Now, a study based on 13 years of tax data finds that most millionaires don’t move cross-country just to avoid a tax bill. It turns out that the rich, while perhaps different from us, aren’t all that mobile. When they do move, it’s often for reasons that have nothing to do with taxes. For one thing, they appear to like the beach.

The study, published in the June issue of the American Sociological Review, suggests that states—and countries—may have some leeway to raise taxes on the wealthy without scaring away their tax base. It has obvious political implications, possibly serving as ammunition for those who favor taxing the rich. It could help advance the arguments of presidential candidates Hillary Clinton and Bernie Sanders, for example, who have both proposed higher taxes on upper-income Americans.

It could also influence voters who, in as many as four states—California, Colorado, Maine, and Minnesota—will decide in November whether to raise taxes on residents in the top brackets. 

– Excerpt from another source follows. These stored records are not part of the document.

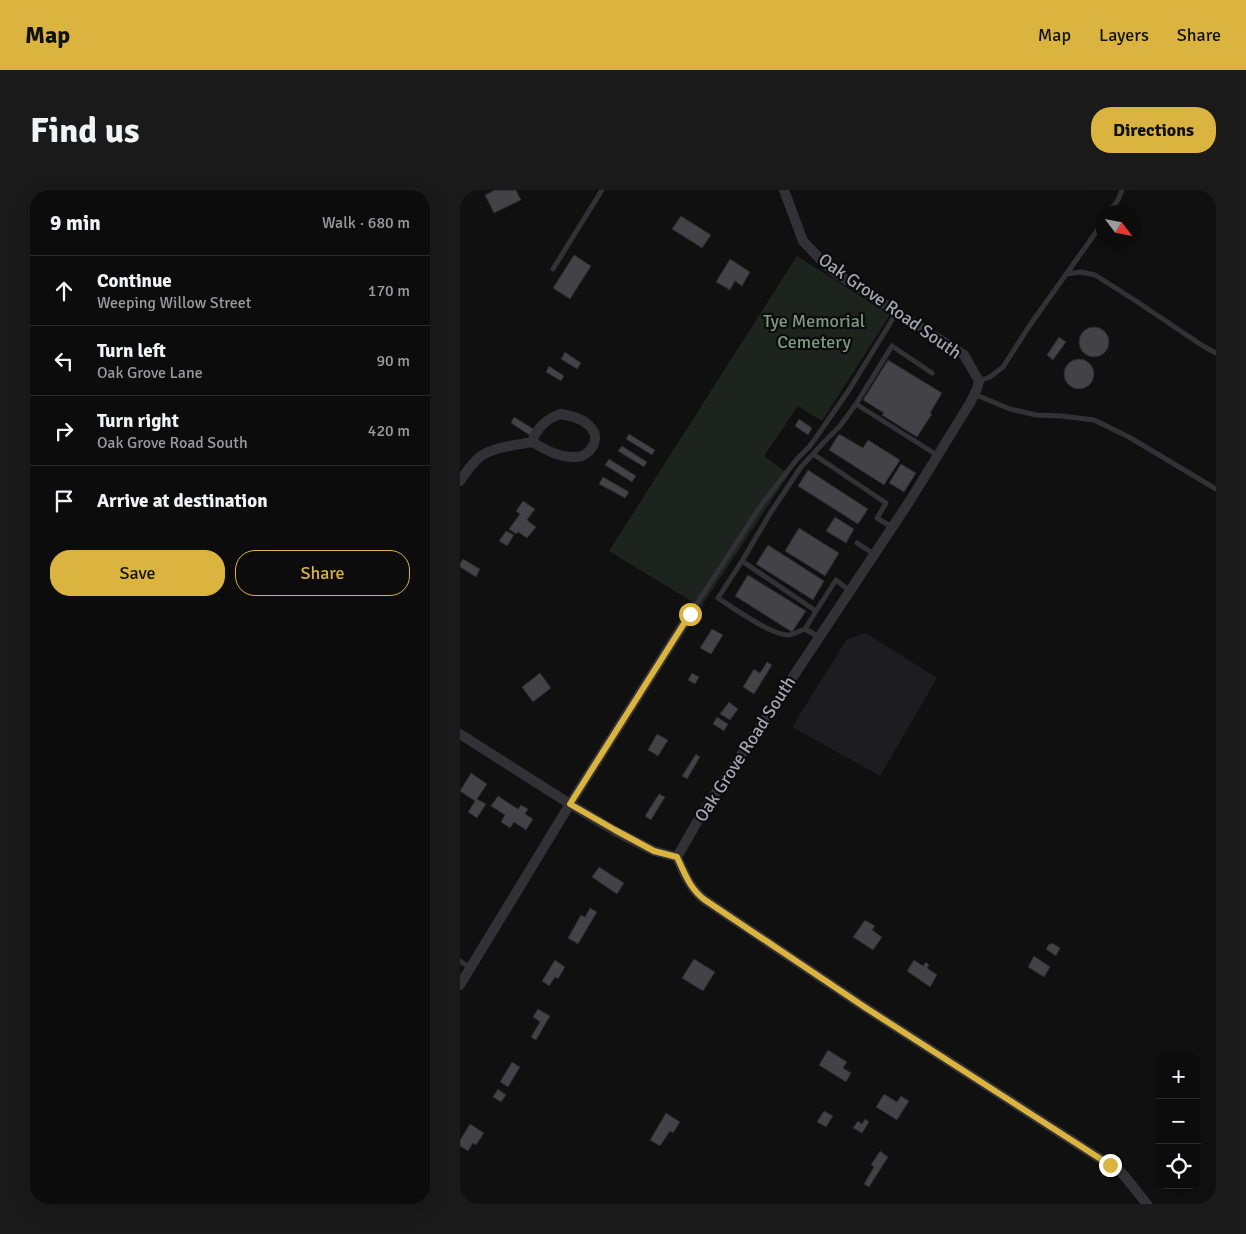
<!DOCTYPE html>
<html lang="en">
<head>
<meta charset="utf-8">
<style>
	:root { --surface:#0c0c0d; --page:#1a1a1b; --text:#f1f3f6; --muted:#9a9b9d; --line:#2c2c2e; --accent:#dbb33f }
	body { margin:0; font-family:Signika,sans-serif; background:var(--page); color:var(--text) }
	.controls { position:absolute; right:15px; bottom:15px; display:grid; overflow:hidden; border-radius:10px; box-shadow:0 5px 20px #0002 }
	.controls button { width:45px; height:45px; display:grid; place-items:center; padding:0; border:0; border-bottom:1px solid var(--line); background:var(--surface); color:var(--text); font:25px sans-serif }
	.compass { position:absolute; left:636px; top:15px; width:45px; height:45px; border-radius:50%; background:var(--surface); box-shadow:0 5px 20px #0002; rotate:122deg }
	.stop { position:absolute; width:15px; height:15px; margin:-11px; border:4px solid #dbb33f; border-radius:50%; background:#fff }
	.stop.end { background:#dbb33f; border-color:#fff; box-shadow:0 1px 5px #0008 }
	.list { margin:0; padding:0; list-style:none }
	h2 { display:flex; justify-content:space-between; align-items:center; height:65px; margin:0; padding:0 20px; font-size:21px }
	h2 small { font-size:16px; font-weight:400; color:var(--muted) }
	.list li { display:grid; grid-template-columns:32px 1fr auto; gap:15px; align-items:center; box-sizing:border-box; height:70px; padding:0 20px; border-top:1px solid var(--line) }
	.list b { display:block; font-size:19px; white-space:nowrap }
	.list p { margin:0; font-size:16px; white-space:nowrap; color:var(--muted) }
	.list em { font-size:16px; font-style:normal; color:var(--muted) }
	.actions { display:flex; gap:10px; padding:15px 20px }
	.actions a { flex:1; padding:11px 0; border:1px solid var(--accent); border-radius:20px; text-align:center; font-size:18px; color:var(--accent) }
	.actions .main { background:var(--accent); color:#111 }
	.icon { flex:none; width:28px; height:28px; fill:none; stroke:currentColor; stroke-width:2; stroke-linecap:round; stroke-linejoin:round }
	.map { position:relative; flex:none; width:756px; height:1014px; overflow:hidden; border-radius:20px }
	header { display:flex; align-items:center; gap:30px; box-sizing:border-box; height:70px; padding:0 25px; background:var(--accent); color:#111 }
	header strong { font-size:24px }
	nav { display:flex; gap:28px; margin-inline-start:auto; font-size:18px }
	.intro { display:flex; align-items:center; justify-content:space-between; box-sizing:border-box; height:120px; padding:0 30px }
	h1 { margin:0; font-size:35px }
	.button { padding:12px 22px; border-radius:20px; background:var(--accent); color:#111; font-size:18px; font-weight:700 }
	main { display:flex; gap:30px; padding:0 30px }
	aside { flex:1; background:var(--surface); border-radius:20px; box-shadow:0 5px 20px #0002 }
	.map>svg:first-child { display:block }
	.built { fill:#1d1c1e }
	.green { fill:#1d241e }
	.building { fill:#424247; stroke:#2b2a2d }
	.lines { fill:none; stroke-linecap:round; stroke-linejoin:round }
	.service { stroke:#323236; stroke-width:5 }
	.minor { stroke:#323236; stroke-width:10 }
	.route { stroke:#dbb33f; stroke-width:6 }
	.labels { text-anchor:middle; stroke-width:4.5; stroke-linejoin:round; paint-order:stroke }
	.street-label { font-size:18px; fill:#a3a6b1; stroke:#0b0b0c }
	.park-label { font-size:18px; fill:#7c9a80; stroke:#0b0b0c }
</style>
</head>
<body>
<header>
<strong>Map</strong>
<nav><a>Map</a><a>Layers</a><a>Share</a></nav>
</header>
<div class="intro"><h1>Find us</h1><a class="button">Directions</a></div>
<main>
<aside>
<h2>9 min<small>Walk · 680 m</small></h2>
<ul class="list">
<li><svg class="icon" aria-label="ahead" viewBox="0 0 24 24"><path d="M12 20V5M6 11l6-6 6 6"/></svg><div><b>Continue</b><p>Weeping Willow Street</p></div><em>170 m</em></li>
<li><svg class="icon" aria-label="left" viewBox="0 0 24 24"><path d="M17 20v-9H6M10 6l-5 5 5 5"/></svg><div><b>Turn left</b><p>Oak Grove Lane</p></div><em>90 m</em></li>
<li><svg class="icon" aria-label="right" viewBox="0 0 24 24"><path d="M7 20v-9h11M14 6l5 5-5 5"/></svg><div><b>Turn right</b><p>Oak Grove Road South</p></div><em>420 m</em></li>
<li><svg class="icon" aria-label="arrive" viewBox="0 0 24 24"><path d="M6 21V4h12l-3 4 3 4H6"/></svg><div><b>Arrive at destination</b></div></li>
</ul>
<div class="actions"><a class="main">Save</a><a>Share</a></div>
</aside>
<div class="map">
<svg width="756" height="1014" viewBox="0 0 756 1014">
	<rect width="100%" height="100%" fill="#101011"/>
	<path class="built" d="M406 443 477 488 420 586 332 537 387 449Z"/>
	<path class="green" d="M337 66 430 125 362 231 338 216 304 266 329 284 241 417 149 361Z"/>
	<path class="building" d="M35 0H56L61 10 34 23 25 5Z
		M221 26 251 45 242 58 212 39Z
		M114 65 131 76 110 109 93 98Z
		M270 69 290 82 282 96 275 91 270 100 256 92Z
		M619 152a15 15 0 1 1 30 0a15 15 0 1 1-30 0Z
		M599 147 606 152 593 170 587 165Z
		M105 162 121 173 117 179 101 169Z
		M604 184a15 15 0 1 1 30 0a15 15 0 1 1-30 0Z
		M428 170 482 203 470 223 472 224 457 247 422 225 424 223 403 210Z
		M89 176 104 186 101 191 86 182Z
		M54 227 75 240 71 246 51 233Z
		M339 229 352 238 348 245 335 236Z
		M169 244 195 260 192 265 166 249Z
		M379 244 403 258 408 250 440 270 424 295 369 260Z
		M162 256 187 272 184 277 158 261Z
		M149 269 176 286 172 292 145 275Z
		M441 274 456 283 444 302 429 293Z
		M348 280 408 319 398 334 338 296Z
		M143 287 169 302 165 308 139 294Z
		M63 311 75 319 67 330 76 337 67 348 58 342 56 344 49 339 60 324 56 321Z
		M375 327 394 339 386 353 366 341Z
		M339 338 379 363 365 386 325 361Z
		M46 341 54 345 47 356 39 351Z
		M308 355 364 391 353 410 296 374Z
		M3 369 20 379 16 387 0 377V374Z
		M288 385 346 421 332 442 275 406Z
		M252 439 263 445 251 464 240 458Z
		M307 472 312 475 294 504 283 497 294 479 300 483Z
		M80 483 91 498 73 512 62 497Z
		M232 483 239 487 235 494 228 490Z
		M269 512 278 519 270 530 260 524Z
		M257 527 268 534 264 541 253 534Z
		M197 544 208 550 198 566 188 560Z
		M236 564 240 567 227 589 222 586Z
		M11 583 27 594 17 609 26 614 17 628 8 622 15 611 0 601Z
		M199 604 205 607 191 630 185 626Z
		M38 606 58 619 61 615 68 619 65 624 73 629 66 640 54 632 50 638 41 632 45 625 31 616Z
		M139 677 164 693 157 704 132 687Z
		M130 718 137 722 118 754 108 748 121 725 125 727Z
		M405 730 415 736 412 740 422 747 413 760 393 747Z
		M592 753 600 758 596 766 586 759 589 754 590 755Z
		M574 766 590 777 584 787 568 777Z
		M234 769 255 782 243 801 222 788Z
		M95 770 105 777 98 789 95 787 89 796 82 791Z
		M454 770 463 776 466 772 469 775 467 778 477 785 470 797 447 781Z
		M78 819 90 826 76 850 71 847 80 832 73 827Z
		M368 860 387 872 383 878 391 883 386 892 359 875Z
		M52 872 60 877 48 897 40 892Z
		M38 899 46 905 41 912 33 907Z
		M424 904 437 912 441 906 449 911 437 930 416 917Z
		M364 921 373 926 366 937 357 932Z
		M206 923 220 932 213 943 210 941 200 956 190 950Z
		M405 929 409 932 402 943 393 938 398 931 402 934Z
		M10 934 24 943 16 955 13 953 8 961 0 956V950Z
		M420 961 428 967 409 997 404 994 414 977 411 975Z"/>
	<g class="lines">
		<path class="service" d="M649 22 658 10 662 0
			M93 79 142 0
			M606 84 621 82 635 85 673 109 743 156 756 163
			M472 183 432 156 396 214 477 265
			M519 191 530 187 543 177 570 135 644 31
			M514 204 550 219 576 225 602 226 634 230 669 247 756 299
			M353 264 426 313 417 328 432 337
			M397 353 414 364
			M282 371 356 421 376 390 390 401
			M230 424 302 314 337 269 349 257 355 249 389 200 437 122
			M345 439 356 421
			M359 447 345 439C339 441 333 445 327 445 310 444 273 418 258 408L282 371 311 322 341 277 365 251 380 236 396 214
			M0 771 11 778"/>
		<path class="minor" d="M324 0 343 51 359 68 374 82 504 165 519 191 517 199 510 213 449 312 240 627 217 667C224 683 230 699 245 710L406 818 650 975 662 983 687 1014
			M101 224C112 226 125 229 132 239 141 250 129 267 116 267 100 268 86 260 72 252 77 237 86 229 101 224Z
			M0 291C6 282 12 273 21 266 35 257 56 255 72 252
			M0 544 110 614 155 641 194 661 217 667
			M0 795 110 614 230 424"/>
	</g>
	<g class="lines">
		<path class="route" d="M230 424 110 614 155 640 194 661 217 667C225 684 230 699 245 710L406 818 650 975"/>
	</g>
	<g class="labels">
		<g class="street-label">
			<text transform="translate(430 116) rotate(35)" y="6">Oak Grove Road South</text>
			<text transform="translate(285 559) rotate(-57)" y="6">Oak Grove Road South</text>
		</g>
		<g class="park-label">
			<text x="354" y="137">Tye Memorial<tspan x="354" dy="21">Cemetery</tspan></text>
		</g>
	</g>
</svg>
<div class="controls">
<button>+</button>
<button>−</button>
<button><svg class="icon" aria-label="locate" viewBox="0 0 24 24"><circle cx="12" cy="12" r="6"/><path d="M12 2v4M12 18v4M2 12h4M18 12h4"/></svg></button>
</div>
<svg class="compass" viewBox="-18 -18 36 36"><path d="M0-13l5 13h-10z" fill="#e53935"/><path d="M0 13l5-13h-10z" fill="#9a9b9d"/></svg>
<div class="stop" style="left:230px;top:424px"></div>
<div class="stop end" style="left:650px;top:975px"></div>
</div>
</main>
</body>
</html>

Rich people do move for tax reasons, but only about 2.2 percent of the time, the study estimates, with little impact on revenues in the states they leave behind. If states increase their top tax rate by 10 percent, they risk losing just 1 percent of their population of millionaires, the researchers found, using a statistical model based on millionaires' past movements from state to state.

“Millionaire tax flight is occurring, but only at the margins of significance,” write the authors, Stanford University sociology professor Cristobal Young, his Stanford colleague Charles Varner, and two U.S. Treasury Department economists, Ithai Lurie and Richard Prisinzano.

The researchers analyzed 45 million tax records, covering every filer who reported income of at least $1 million in any year from 1999 to 2011, and found that the rich are in fact less likely to move around than the poor. Typically, about half a million households report such an income, and only 2.4 percent of these taxpayers move from state to state in any given year. That compares with 2.9 percent of the general population and 4.5 percent of those earning about $10,000 a year.

Why are the wealthy, with all their resources, more likely to stay in one spot? The study notes that millionaires are likelier to be married, have kids, and own businesses, all conditions that tend to make moving more difficult. Wealthy people often form deep roots in their communities, ties that helped them succeed in the first place.

“Most millionaires are the ‘working rich,’ ” the study notes, with wealth that flows from the particular places where they’ve built business relationships. For a certain kind of tech entrepreneur, low-tax New Hampshire and Tennessee are no substitute for Silicon Valley. Wall Street lawyers need to stay near Wall Street. For a famous actor or director, Hollywood, Fla., is nothing like Hollywood, Calif.